District officials said they wanted to see if Khanmigo could enhance student engagement and math learning. Schools like First Avenue, attended by many children from lower-income families, were also eager to give their students an early opportunity to try a new A.I.-assisted teaching aid.
Districts like Newark that use Khan Academy’s online lessons, analytics and other school services — which do not include Khanmigo — pay an annual fee of $10 per student. Participating districts that want to pilot test Khanmigo for the upcoming school year will pay an additional fee of $60 per student, the nonprofit said, noting that computing costs for the A.I. models were “significant.”
Newark students began using Khan’s automated teaching aid in May. The reviews have so far been mixed.
One recent morning, sixth graders at First Avenue Elementary were working on a statistics assignment that involved developing their own consumer surveys. Their teacher, Tito Rodriguez, suggested the students start by asking Khanmigo two background questions: What is a survey? What makes a question statistical?
Mr. Rodriguez described the bot as a useful “co-teacher” that allowed him to devote extra time to children who needed guidance while enabling more self-driven students to plow ahead.
“Now they don’t have to wait for Mr. Rodriguez,” he said. “They can ask Khanmigo.”
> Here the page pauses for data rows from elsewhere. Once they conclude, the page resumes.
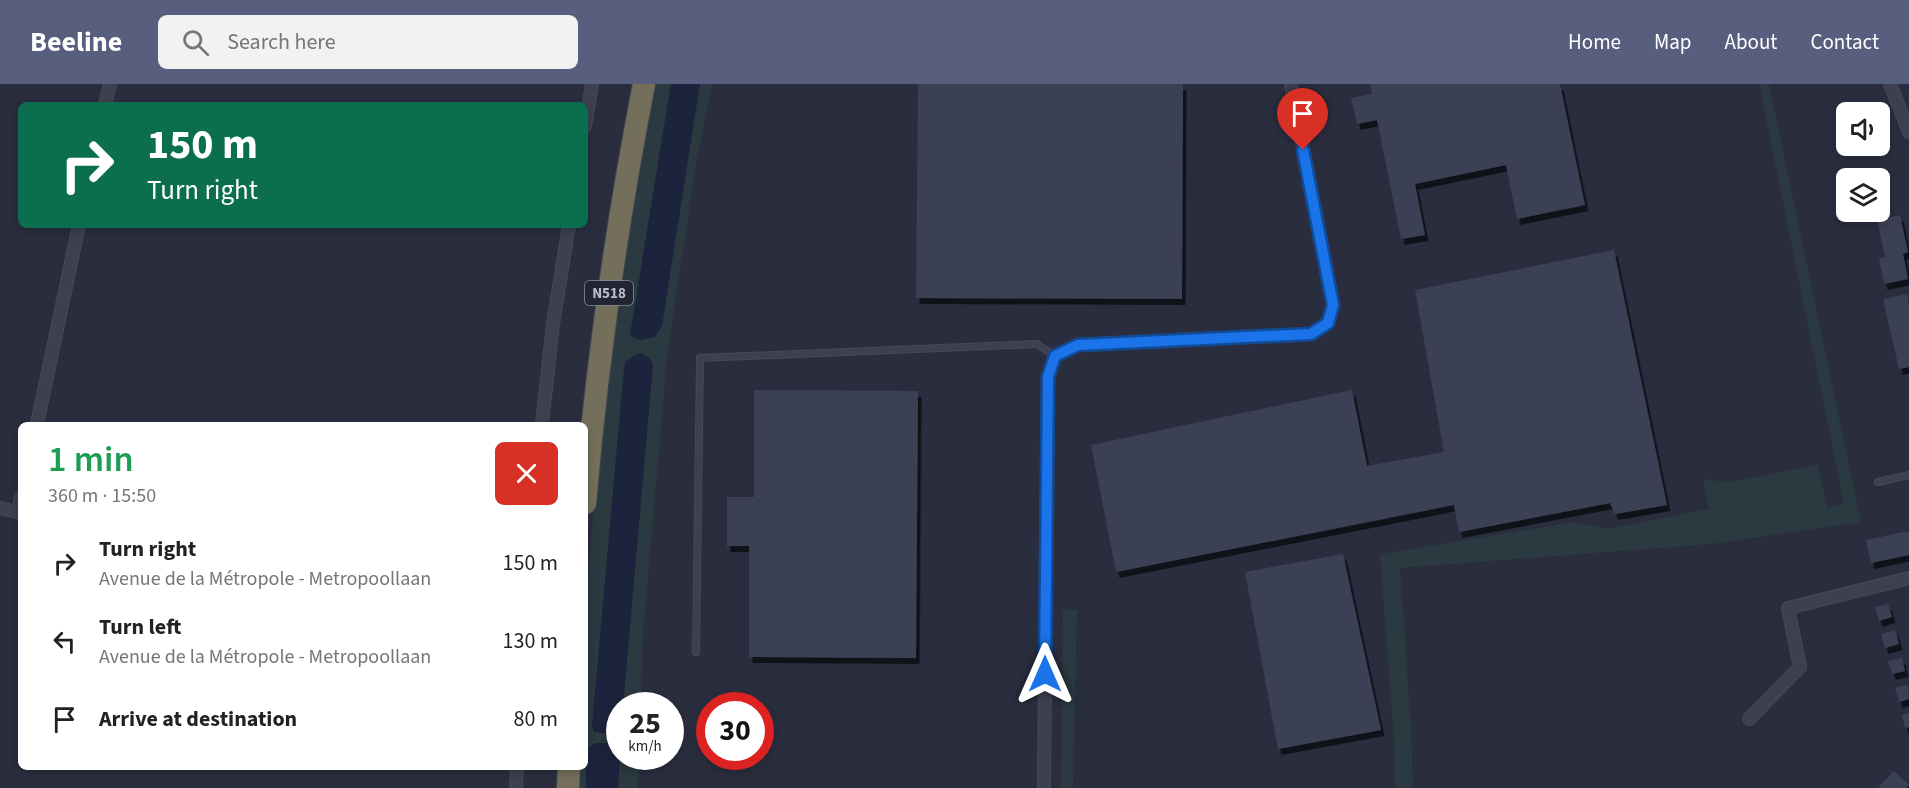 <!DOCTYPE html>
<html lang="en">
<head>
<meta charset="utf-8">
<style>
	:root { --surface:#fff; --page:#f2f2f2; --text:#222; --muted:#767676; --accent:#585e7e }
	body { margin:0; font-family:"Source Sans 3",sans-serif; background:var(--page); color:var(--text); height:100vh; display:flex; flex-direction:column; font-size:22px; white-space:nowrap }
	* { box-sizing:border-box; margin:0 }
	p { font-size:20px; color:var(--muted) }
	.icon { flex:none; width:33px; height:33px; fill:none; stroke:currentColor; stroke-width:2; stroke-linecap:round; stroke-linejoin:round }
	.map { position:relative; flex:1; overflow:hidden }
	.drawer { position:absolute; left:18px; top:338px; width:570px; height:348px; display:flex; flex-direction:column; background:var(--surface); border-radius:9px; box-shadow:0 3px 9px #0003 }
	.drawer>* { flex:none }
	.banner { position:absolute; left:18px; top:18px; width:570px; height:126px; border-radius:9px; box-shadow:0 3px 9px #0003; background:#0b6e4f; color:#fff; overflow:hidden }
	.fabs { position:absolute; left:1836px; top:18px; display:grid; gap:12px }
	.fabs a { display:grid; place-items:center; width:54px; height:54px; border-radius:9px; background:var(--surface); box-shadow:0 3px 9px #0003; font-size:30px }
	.speed { position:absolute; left:606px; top:608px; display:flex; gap:12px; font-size:30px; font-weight:700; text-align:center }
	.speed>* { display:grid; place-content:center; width:78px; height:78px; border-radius:50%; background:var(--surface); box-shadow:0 3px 9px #0003; line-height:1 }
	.speed small { font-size:15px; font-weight:400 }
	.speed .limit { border:9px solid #d22; background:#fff; color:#111 }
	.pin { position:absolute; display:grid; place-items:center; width:51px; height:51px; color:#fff; margin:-62px -26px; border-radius:50% 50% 50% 0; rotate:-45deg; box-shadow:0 0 6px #0007 }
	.pin .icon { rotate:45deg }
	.me { position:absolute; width:66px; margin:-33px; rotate:0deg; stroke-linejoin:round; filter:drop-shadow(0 0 4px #0008) }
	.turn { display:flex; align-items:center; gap:21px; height:126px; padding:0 30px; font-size:27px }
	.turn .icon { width:78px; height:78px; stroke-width:2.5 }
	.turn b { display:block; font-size:42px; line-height:51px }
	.round { display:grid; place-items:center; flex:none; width:63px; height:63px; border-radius:9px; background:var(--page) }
	.headline { display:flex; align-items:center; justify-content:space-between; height:102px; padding:0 30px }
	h1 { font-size:36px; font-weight:600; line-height:45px; color:#1e9e55 }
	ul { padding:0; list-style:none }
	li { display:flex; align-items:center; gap:18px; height:78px; padding:0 30px }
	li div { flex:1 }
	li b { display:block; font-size:22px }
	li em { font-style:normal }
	header { display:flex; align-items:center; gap:36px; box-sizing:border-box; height:84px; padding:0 30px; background:var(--accent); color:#fff }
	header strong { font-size:28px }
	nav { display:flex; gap:33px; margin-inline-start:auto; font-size:21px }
	.search { width:420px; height:54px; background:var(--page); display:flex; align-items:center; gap:15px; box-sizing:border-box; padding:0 21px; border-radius:9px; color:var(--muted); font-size:22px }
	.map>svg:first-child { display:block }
	.green { fill:#2b3940 }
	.water { fill:#1c233c }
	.building { fill:#3b4154; filter:url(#shadow) }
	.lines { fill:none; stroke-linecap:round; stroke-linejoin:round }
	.lane-casing { stroke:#464958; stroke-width:8 }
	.street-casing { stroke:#464958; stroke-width:14 }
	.highway-casing { stroke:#444856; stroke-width:24 }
	.lane { stroke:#3c404f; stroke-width:6 }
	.street { stroke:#3c404f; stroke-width:12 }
	.highway { stroke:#746f5a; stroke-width:22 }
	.route-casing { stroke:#114b97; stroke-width:15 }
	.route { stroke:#1a73e8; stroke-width:10 }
	.labels { text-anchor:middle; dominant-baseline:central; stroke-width:6; stroke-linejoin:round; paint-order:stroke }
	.shield { fill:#212534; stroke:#8b8f9c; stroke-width:1.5 }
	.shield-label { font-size:15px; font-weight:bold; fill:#b9bcc9 }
</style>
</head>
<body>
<header>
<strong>Beeline</strong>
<div class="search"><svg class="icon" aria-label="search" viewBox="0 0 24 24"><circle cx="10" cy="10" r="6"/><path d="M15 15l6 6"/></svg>Search here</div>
<nav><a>Home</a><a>Map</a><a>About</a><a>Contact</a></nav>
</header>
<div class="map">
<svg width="1909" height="704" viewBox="0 0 1909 704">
	<defs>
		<filter id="shadow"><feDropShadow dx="3.5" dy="6" stdDeviation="0" flood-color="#0009"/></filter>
	</defs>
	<rect width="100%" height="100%" fill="#292d3e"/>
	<!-- green -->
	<g class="green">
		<path d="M653,0h18l-41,251 10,5 60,-256h12l-16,81 -28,184 -25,285 -2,71h-18l30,-341 -5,-7 -23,5 -33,365 20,7 7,-3v21l-1,-4 -32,6v34h-8v-21l7,-1c0,-45 -2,-91 0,-136 9,-183 36,-366 68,-546z"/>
		<path d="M1759,0h10l92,438 -149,22 -312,24 11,158 2,62h-18v-33l-15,-201 194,-32 33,7 102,-20 -6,-30 25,3 90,-17 9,43 17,-4z"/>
		<path d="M1063,526h14l-4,178h-12z"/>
		<path d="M620,672h19l-1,32h-20z"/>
	</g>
	<!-- water -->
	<g class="water">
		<path d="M671,0h29l-38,242 -7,11 -15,3 -10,-4z"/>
		<path d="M641,269l7,4 5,7 -30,341h-3l-1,26 -7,3 -18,-2 -2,-5 31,-348 2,-17 11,-8z"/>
		<path d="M596,659h15l7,5 2,8 -2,32h-32v-39z"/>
	</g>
	<!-- building -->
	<g class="building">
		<path d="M918,0h265l-1,215 -266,-1z"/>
		<path d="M1370,0h190l25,121 -68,14 -11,-54 -91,19 10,51 -24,4 -24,-119 -20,4 -6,-26 21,-4z"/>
		<path d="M1900,131l8,37 -5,2 5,25 -24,5 -5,-25 6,-2 -8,-37z"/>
		<path d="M1614,166l53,255 -52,9 -5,-11 -151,29 -5,-27 -338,67 -25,-127 261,-55 15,76 77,-14 -29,-162z"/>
		<path d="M1907,210l2,11v62l-10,2 -16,-70z"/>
		<path d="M754,306l164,1 -2,267 -167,-1v-111h-22v-49h27z"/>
		<path d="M1909,447v24l-38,8 -5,-23z"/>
		<path d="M1343,470l38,176 -103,19 -33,-177z"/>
		<path d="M1888,520l4,13 -13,4 -4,-14z"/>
		<path d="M1895,546l4,14 -14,4 -4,-14z"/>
		<path d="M1902,574l3,13 -13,3 -4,-13z"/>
		<path d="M1908,600l1,15 -10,3 -4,-14z"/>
		<path d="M1909,629v14l-4,1 -3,-13z"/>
		<path d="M1894,687l15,14 -3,3h-28z"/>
	</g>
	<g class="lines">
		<defs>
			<g id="lane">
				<path d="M1878,398l31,-7"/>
				<path d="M696,568l4,-294 337,-14 18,12"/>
			</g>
			<g id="street">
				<path d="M1890,0l19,48"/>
				<path d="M105,21l5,-21"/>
				<path d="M585,42l7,-42"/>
				<path d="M37,340l42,-199"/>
				<path d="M542,340l11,-100 16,-99"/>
				<path d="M0,424l21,5"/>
				<path d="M18,428l3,-15"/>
				<path d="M1749,635l51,-52 -12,-59 121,-30"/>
				<path d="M516,704l1,-22"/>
				<path d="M1044,704l4,-411 7,-21 23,-11 233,-11 17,-11 5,-18 -42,-221"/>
			</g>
			<g id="highway">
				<path d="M585,419c12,-140 32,-280 59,-419"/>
				<path d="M568,704l1,-22"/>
			</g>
		</defs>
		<!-- lane casing -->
		<use href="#lane" class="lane-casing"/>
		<!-- street casing -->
		<use href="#street" class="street-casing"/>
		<!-- highway casing -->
		<use href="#highway" class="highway-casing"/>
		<!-- lane -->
		<use href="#lane" class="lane"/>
		<!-- street -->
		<use href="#street" class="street"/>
		<!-- highway -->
		<use href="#highway" class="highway"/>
	</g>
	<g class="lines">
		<defs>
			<path id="route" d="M1045,590l3,-297 7,-21 23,-11 233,-11 17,-11 5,-18 -30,-155"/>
		</defs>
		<!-- route casing -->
		<use href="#route" class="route-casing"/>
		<!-- route -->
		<use href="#route" class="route"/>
	</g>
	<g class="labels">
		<!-- shield labels -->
		<rect class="shield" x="585" y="197" width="48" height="24" rx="4.5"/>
		<g class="shield-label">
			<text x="609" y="209">N518</text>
		</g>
	</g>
</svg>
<div class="fabs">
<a><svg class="icon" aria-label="sound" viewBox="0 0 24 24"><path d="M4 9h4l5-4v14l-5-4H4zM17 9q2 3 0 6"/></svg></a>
<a><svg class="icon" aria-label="layers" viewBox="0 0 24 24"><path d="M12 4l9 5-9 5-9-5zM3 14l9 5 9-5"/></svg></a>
</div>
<div class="speed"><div>25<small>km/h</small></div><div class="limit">30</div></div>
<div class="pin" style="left:1303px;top:66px;background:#d93025"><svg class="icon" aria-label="arrive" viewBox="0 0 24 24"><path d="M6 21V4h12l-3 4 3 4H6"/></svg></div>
<svg class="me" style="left:1045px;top:590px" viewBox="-20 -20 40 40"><path d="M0-17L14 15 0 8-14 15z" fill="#1a73e8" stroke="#fff" stroke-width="4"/></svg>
<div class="banner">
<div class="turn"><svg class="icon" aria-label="right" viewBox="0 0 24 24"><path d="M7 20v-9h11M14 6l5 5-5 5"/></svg><div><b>150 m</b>Turn right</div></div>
</div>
<section class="drawer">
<div class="headline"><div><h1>1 min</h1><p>360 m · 15:50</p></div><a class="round" style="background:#d93025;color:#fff"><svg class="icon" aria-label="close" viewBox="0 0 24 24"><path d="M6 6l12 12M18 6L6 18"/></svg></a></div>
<ul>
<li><svg class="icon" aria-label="right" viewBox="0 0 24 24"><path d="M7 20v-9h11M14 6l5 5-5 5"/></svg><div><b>Turn right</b><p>Avenue de la Métropole - Metropoollaan</p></div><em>150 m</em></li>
<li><svg class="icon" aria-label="left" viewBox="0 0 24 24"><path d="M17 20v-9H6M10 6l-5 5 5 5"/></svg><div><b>Turn left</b><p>Avenue de la Métropole - Metropoollaan</p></div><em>130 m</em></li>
<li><svg class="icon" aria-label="arrive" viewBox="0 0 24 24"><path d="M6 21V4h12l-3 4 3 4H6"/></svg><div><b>Arrive at destination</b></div><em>80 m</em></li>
</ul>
</section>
</div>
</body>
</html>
Down the hall in Ms. Drakeford’s math class, the bot’s responses to students sometimes seemed less like suggestions and more like direct answers.
When students asked Khanmigo the fraction question posted on the classroom’s white board, the bot answered that the word “mathematician” contained 13 letters and that seven of those letters were consonants. That meant the fraction of consonants was seven out of 13, the bot wrote, or 7/13.